To many of my generation, who grew up in the 1980s, a standard question would be, did you watch the World Cup finals, when India, the underdog, beat the mighty West Indies? My father, who had steadfastly held out against buying a black & white TV, bought a colour Solidaire set just before the 1982 Asiad. So, I was fortunate to watch the finals in splendid colour. I was ensconced in a couch, half-asleep, watching Viv Richards thrash the hapless Indian attack, but bolted wide awake when Kapil Dev took that electrifying catch to dismiss him.

Nikhil Naz’s book Miracle Men (Hachette India, ₹399) revives memories of that famous win which transformed Indian cricket. Naz has dug into the memories of many of the protagonists of that heady summer to piece together an anecdote-filled account of what went on behind the scenes in the run-up to the finals. Many of the cricketers on that team actually didn’t believe they would even make the semi-finals and were booked for a series of exhibition matches in the US organised by expats there.

The plan was to play the World Cup games and then after the Indian team was knocked out of the tournament, watch the semis and finals from the sidelines and post that head for the US for a cricket-cum-holiday trip! Well, it was captain Kapil Dev, still rustic at the edges, who stoked the fire in the belly of the team, which till then didn’t believe in itself.

Naz has picked up many little gems from his conversations with the team members on that tour.
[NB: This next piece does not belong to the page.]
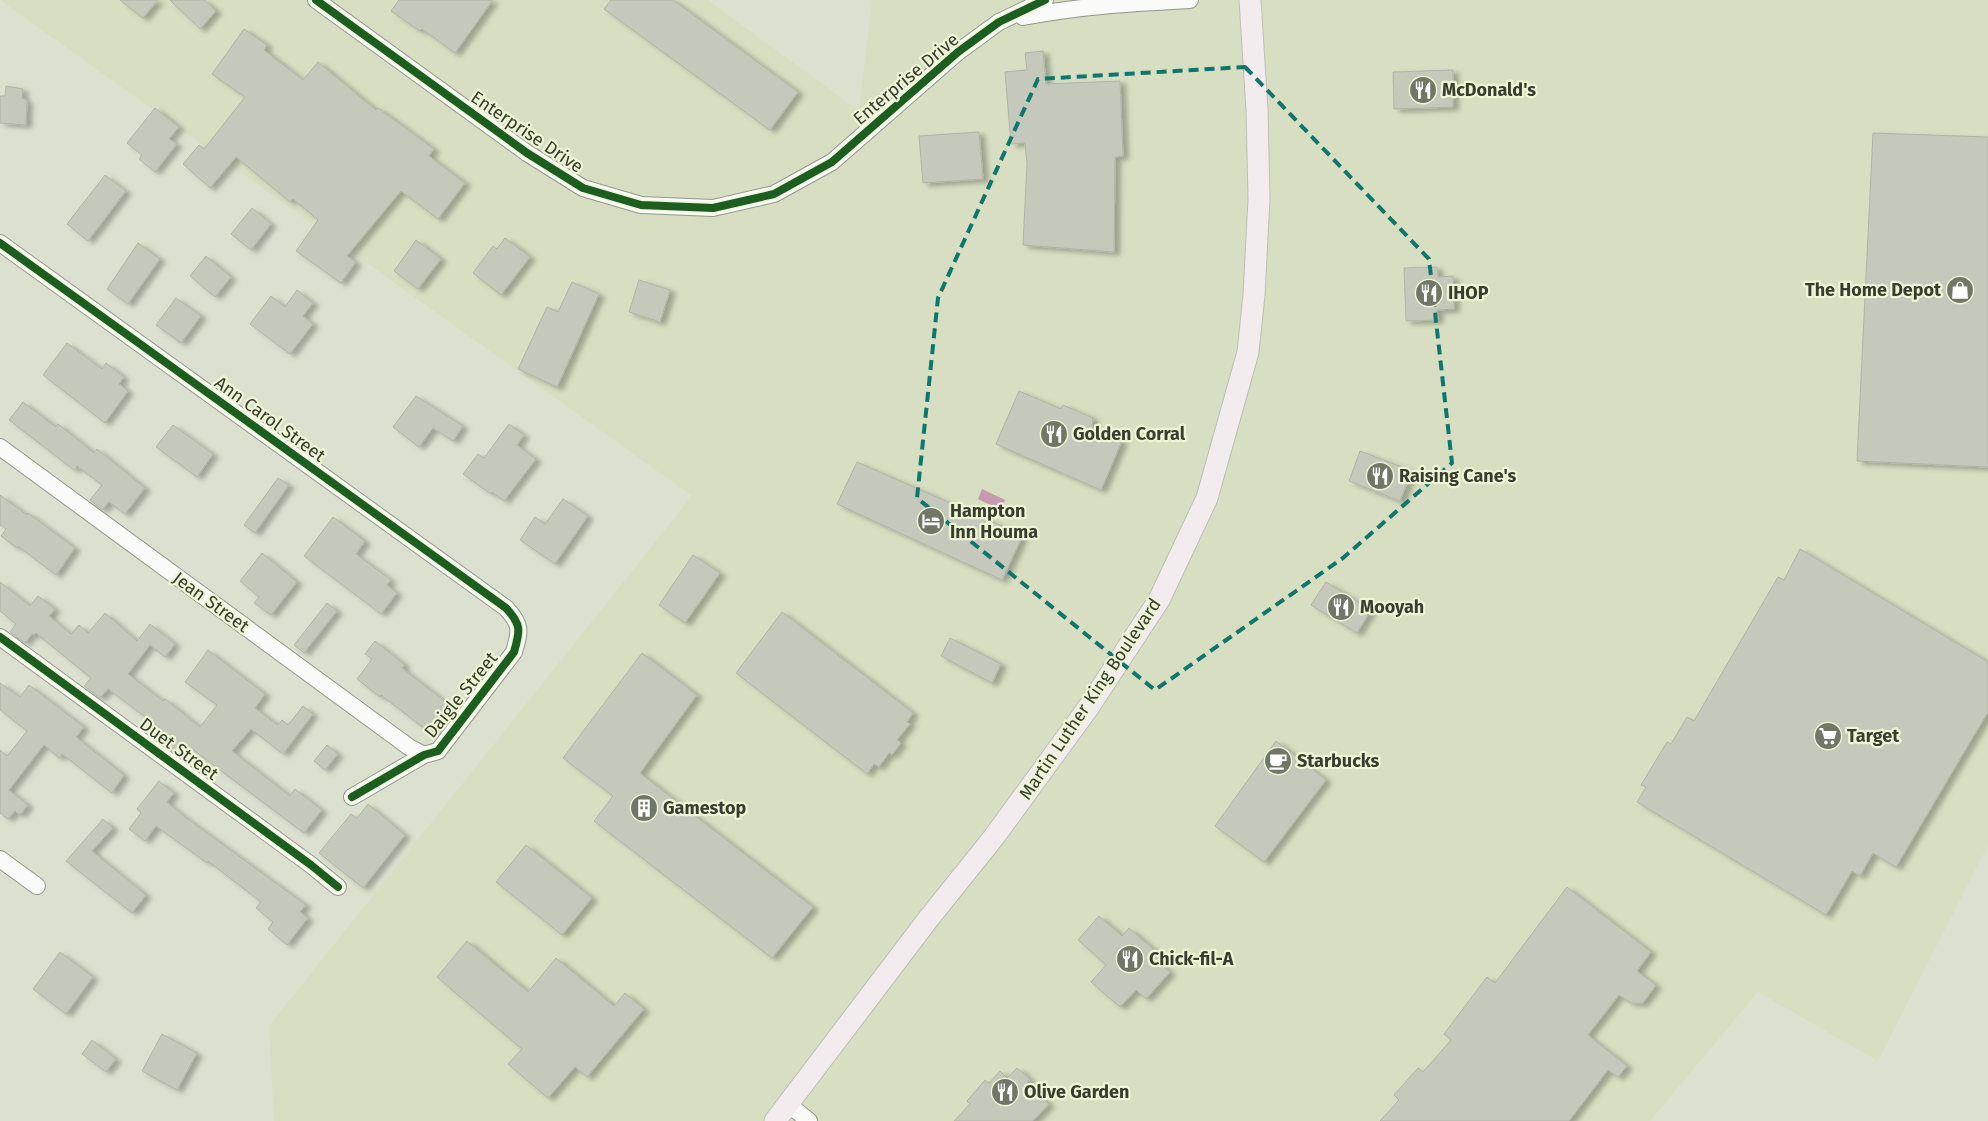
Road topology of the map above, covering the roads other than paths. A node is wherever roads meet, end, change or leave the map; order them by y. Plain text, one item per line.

For instance, when Kapil exhorts his players in the dressing room, Kirti Azad stands behind the captain, enacting a catch in the slips after every grammatically incorrect sentence the skipper utters — a visual metaphor for ‘slip of the tongue’! Of course, in the end, Kapil’s English or accent didn’t matter, when Dev’s Devils won the cup in dramatic fashion. And, the one at a post-match conference when Kapil is asked, ‘Will India ever produce another Kapil Dev?’ ‘Never! My mother old, father no more!’ is the skipper’s retort.

The book captures the drama behind each of the matches in India’s march to the finals. A whole chapter is devoted too to the semi-finals when India beat England completely to the surprise of the local press and fans alike. On the verge of victory, fans invade the pitch when there’s still a run needed to win and cops and stewards have to clear the ground for Sandip Patil to hit the winning run — and when he does turn the ball to third man, all the English players are running to the pavilion to avoid the rampaging fans.

What of the finals? After India scores 183, when the Windies walk off the field, Big Bird Joel Garner asks Malcolm Marshall if he will have to bat today. To which Marshall replies, ‘Yes, and you will have to too!’ Garner is surprised at this peculiar answer, but Marshall’s explanation is ‘when we chase small totals, everybody looks to the next person to finish the job.’ Prophetic those words were.

Naz captures several parallel stories in the book, alongside the cricket. The racial tensions in Thatcherite Britain of the ‘80s, the identity crisis that young Indian-origin Britons have, is an undercurrent that runs through the book. Then there’s the heart-warming story of Jiten Bhai Parekh, whose shop is ransacked by white youth. Parekh, on a whim, wagers the £600 he receives as insurance money on odds of 66:1 on an India win. Looked impossible when he placed the bet but he wins £39,600 on this wager! Like the Indian team, win big he did.